My three 'clear' PSMA's have me wondering too. With the nanoMRI picking up pelvic mets at 0.13 I lack confidence a clear PSMA is a reliable favorable indicator. But then my focus is very early detection and actions, not waiting for this beast to grow and spread, and if it comes to it, deferring ADT/CR/chemo as long as possible. Best, Keith
You, along with RedBird, could interpret you "inconclusive" PSMA PET scans as showing no evidence of metastatic disease beyond the pelvis. And on that basis go back to your RO and discuss/request salvage radiation to the entire pelvic lymph node fields up to the aortic bifrucation. This is now SOC for salvage RT, not to prostate bed only. Personally I would not wait, the cancer is growing somewhere. And I would ask for clarification of what "inconclusive" was based upon? Did it light up anywhere and to any degree at all? If so go review the images with a RO/raddiologist.

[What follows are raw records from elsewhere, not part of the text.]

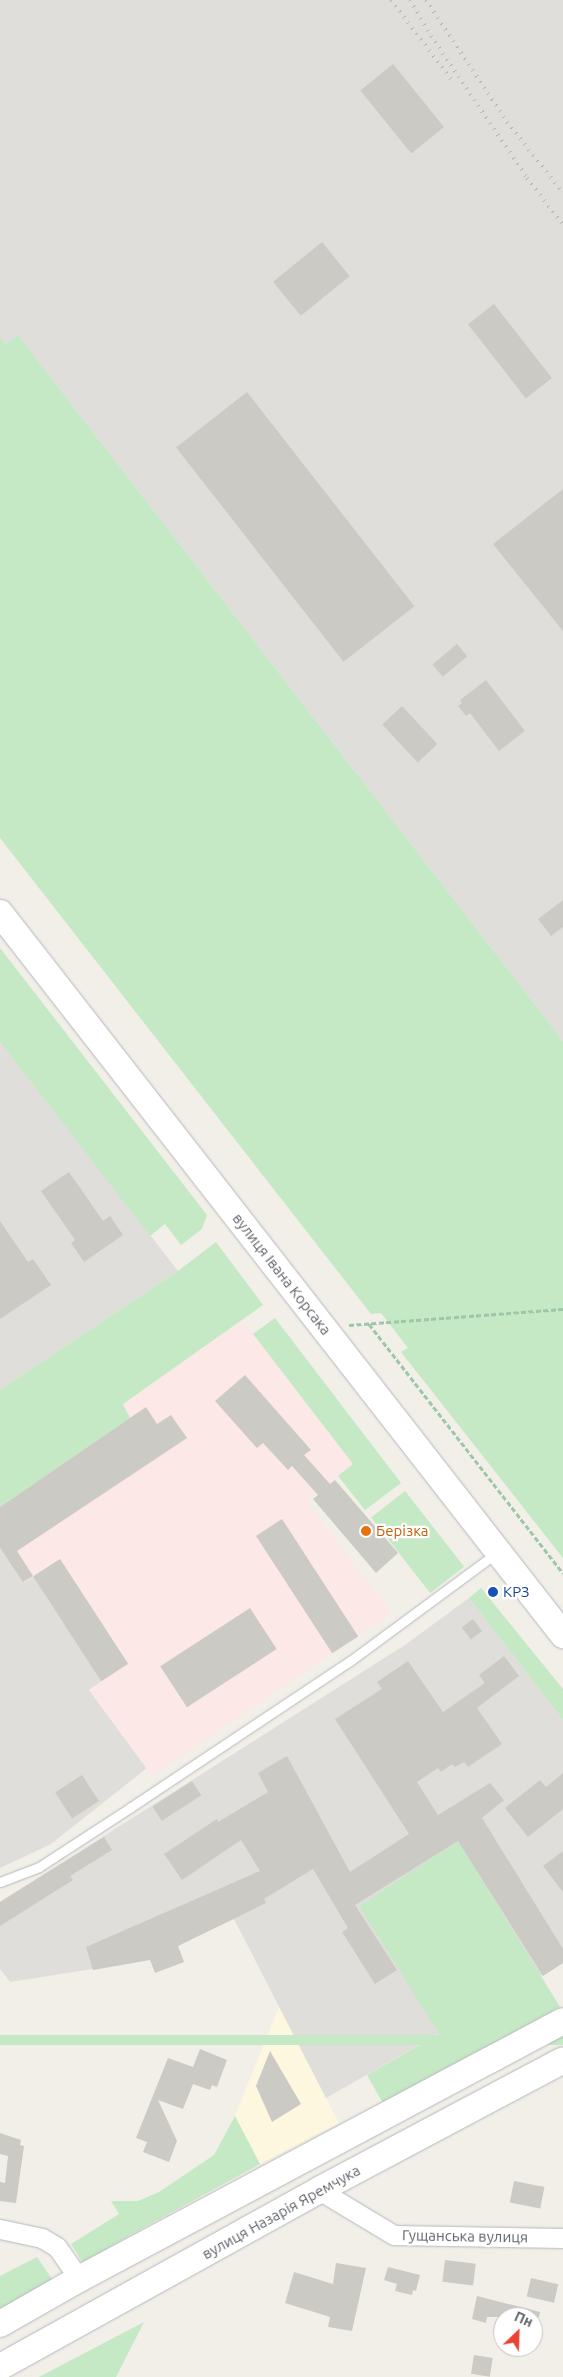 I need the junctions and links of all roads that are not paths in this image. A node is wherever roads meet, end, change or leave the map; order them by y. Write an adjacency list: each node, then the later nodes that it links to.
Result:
1 (0, 913): 2 (street, вулиця Івана Корсака)
2 (498, 1552): 3 (street, вулиця Івана Корсака); 4 (lane)
3 (563, 1635)
4 (0, 1882)
5 (563, 2021): 10 (street)
6 (563, 2060): 7 (street, вулиця Назарія Яремчука)
7 (319, 2190): 9 (street, Гущанська вулиця); 12 (street, вулиця Назарія Яремчука)
8 (0, 2229): 10 (street)
9 (563, 2238)
10 (79, 2279): 11 (street)
11 (0, 2324)
12 (0, 2367)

Seven years ago at usPSA 0.11 I declined radiation to the entire pelvic lymph node field and restricted it to pelvic bed because we were 'blind' - not blind to field boundaries but we had no idea of cancer locations. I then opted for uncommon extended pelvic salvage lymph node surgery because the nanoMRI identified suspicious pelvic nodes at usPSA 0.13 while the Ga68 was clear. Biopsy confirmed cancer at the left para-aortic node (I came to understand this would not have been in the entire pelvic lymph node field).